André Derain

Cet article est extrait de l'ouvrage Larousse « Dictionnaire de la peinture ».

Peintre français (Chatou 1880  –Garches 1954).

Ses parents, commerçants, le destinaient à une carrière d'ingénieur, mais sa vocation se décida très tôt. À dix-neuf ans, il fréquente l'Académie Carrière et se consacre à la peinture, encouragé par son ami Vlaminck, rencontré en 1900. Ils louent ensemble la même année, dans l'île de Chatou, un atelier qui deviendra l'un des foyers du Fauvisme. Bientôt, ces deux hommes dissemblables prennent des directions différentes : Vlaminck se proclame " tout instinct ", tandis que la nature exigeante et inquiète de Derain l'entraîne vers la réflexion et la culture, en particulier vers l'art des musées. C'est en effet au Louvre que, venu exécuter des copies avec Linaret et Puy, Derain attire l'attention de Matisse par la liberté et la force de ses interprétations. Un long service militaire (1900-1904) limite beaucoup sa production, mais lui fait échanger avec Vlaminck une intéressante correspondance. En 1904, Matisse réussit à persuader les parents de Derain de laisser leur fils se consacrer définitivement à la peinture. De cette année datent, en particulier, les Péniches au Pecq (Paris, M. N. A. M.), peintes vigoureusement, avec des couleurs pures et violentes.

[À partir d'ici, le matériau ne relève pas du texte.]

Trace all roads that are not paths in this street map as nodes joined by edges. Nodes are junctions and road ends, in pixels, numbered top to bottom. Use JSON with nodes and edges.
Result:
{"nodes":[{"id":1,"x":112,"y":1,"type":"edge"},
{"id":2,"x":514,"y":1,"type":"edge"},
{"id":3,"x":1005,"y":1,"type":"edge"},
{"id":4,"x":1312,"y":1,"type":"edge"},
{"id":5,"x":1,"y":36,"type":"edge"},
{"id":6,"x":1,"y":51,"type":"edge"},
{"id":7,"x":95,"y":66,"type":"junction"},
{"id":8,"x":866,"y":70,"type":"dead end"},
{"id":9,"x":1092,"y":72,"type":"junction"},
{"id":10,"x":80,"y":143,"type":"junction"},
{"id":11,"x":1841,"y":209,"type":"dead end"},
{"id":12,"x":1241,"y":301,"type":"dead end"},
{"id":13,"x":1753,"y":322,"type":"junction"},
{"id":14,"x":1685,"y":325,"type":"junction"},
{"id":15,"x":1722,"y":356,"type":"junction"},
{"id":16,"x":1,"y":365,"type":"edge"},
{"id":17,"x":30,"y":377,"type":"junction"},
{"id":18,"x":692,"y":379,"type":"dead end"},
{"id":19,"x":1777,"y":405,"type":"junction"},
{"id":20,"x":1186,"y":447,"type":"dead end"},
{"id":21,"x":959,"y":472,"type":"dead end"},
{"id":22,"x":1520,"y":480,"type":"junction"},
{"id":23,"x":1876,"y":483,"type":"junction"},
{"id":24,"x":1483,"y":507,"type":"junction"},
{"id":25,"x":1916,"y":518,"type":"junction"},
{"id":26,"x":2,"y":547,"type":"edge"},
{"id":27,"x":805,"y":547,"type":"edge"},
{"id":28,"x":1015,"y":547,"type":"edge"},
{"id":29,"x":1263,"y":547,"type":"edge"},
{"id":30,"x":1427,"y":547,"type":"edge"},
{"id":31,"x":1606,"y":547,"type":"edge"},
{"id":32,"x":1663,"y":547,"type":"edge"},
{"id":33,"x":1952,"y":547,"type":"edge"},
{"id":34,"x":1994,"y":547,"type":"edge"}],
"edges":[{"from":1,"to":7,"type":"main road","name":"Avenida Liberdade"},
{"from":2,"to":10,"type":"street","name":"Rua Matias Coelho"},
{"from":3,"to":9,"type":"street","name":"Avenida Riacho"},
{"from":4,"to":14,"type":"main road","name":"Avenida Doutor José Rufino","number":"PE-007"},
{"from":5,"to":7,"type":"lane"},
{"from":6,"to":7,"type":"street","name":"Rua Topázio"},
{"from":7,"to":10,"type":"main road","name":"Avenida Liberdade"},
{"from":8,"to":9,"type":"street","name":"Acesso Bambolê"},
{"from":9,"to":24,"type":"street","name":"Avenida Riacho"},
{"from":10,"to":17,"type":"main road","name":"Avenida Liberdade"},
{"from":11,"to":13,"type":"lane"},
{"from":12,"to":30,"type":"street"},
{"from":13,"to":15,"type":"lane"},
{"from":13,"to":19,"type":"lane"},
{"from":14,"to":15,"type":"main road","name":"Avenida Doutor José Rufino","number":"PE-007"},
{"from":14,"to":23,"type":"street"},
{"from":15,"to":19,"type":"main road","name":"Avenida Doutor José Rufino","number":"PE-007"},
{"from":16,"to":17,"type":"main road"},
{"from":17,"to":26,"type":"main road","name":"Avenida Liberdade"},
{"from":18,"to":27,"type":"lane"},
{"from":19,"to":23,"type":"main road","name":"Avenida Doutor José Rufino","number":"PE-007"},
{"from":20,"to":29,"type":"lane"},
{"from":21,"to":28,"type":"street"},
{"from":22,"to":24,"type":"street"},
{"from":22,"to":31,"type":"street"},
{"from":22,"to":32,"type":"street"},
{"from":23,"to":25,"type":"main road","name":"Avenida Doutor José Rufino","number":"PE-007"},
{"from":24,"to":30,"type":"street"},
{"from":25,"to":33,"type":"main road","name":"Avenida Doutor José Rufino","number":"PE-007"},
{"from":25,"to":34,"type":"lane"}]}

Derain passe à Collioure l'été de 1905 en compagnie de Matisse. Sa technique, aux larges touches carrées, rappelle celle de Matisse, qui n'avait pas totalement abandonné le Divisionnisme, mais elle possède un lyrisme coloré et une facture décidée non encore atteints. Ses paysages seront exposés dans la fameuse " cage aux fauves " du Salon d'automne suivant (Collioure, Troyes, donation P. Lévy). Ambroise Vollard, que Matisse lui avait présenté, achète à Derain toute sa production et lui suggère d'aller à Londres, où il peindra en 1905 et en 1906 les toiles célèbres de Hyde Park et la flamboyante série des quais de la Tamise (Saint-Tropez, musée de l'Annonciade). À partir de 1907, le réseau des amitiés et des influences se dessine différemment ; Derain quitte Chatou et s'éloigne de Vlaminck, pour s'installer à Montmartre, rue de Tourlaque, près du Bateau-Lavoir et de ses nouveaux amis, Braque, Max Jacob, Apollinaire, Van Dongen, Picasso. Sans sacrifier tout à fait la couleur, dont il avait tiré à Chatou, à Collioure et à Londres les effets les plus intenses, il s'en détache, comme le fait Braque à la même époque. S'il ne va pas jusqu'à adhérer au Cubisme, Derain structure désormais ses toiles de plus en plus fortement, jusque v. 1910, dans ses paysages de Cassis (Troyes, donation P. Lévy) ou dans ses Baigneuses (1908, New York, M. O. M. A.), probablement issues des Demoiselles d'Avignon de Picasso. Avec le Pont de Cagnes (Washington, N. G.) ou Vue de Cadaquès (1910, musée de Bâle), on peut évoquer Cézanne. Bientôt, l'œuvre de Derain trahit des expériences diverses : la peinture italienne et flamande du xve s. (À travers la fenêtre, v. 1912, New York, M. O. M. A.), l'imagerie populaire (le Chevalier X, 1914, Ermitage), la peinture médiévale (les Buveurs, 1913, Tōkyō, musée Kabutoya).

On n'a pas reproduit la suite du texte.